- **REQUIREMENT**
Gather the lines below that include the string "paths", copying each in full.

- **INPUT DATA**
###

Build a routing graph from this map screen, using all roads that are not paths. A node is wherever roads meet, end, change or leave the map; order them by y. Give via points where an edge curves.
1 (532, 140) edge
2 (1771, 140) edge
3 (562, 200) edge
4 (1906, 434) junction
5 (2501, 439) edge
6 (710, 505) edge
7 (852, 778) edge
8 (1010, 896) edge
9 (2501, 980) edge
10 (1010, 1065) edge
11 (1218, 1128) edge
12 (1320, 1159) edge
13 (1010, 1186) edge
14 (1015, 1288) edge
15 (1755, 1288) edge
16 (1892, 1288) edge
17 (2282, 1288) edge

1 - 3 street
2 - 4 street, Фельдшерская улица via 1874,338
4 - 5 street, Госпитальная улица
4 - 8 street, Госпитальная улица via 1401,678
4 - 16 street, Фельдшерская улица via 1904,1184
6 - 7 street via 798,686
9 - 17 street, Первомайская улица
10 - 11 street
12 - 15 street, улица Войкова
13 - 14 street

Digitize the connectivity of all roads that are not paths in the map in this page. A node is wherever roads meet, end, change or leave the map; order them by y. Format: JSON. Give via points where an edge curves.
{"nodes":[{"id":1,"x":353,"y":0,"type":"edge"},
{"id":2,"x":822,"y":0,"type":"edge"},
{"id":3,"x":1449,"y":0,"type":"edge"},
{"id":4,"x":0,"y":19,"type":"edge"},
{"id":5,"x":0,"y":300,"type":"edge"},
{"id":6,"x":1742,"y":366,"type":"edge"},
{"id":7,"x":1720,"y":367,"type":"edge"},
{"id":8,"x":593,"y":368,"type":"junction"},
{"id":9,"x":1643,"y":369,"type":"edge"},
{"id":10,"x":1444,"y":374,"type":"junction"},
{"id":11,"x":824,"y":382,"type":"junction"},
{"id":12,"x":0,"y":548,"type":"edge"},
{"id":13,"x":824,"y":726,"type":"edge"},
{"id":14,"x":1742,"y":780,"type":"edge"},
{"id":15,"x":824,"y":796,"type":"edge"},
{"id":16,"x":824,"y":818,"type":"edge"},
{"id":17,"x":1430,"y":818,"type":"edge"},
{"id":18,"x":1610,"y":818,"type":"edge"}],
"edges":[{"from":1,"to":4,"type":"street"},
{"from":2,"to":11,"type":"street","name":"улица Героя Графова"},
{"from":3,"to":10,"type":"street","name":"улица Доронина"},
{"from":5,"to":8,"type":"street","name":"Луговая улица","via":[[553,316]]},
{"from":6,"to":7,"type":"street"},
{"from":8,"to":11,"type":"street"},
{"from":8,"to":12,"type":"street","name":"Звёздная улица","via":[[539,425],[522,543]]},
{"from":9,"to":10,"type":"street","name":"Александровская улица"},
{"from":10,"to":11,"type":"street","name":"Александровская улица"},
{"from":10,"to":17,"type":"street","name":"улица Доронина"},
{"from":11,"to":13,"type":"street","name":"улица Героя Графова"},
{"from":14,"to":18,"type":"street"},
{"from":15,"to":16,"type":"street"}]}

###

- **SOLVED EXERCISE**
Build a routing graph from this map screen, using all roads that are not paths. A node is wherever roads meet, end, change or leave the map; order them by y. Give via points where an edge curves.
Digitize the connectivity of all roads that are not paths in the map in this page. A node is wherever roads meet, end, change or leave the map; order them by y. Format: JSON. Give via points where an edge curves.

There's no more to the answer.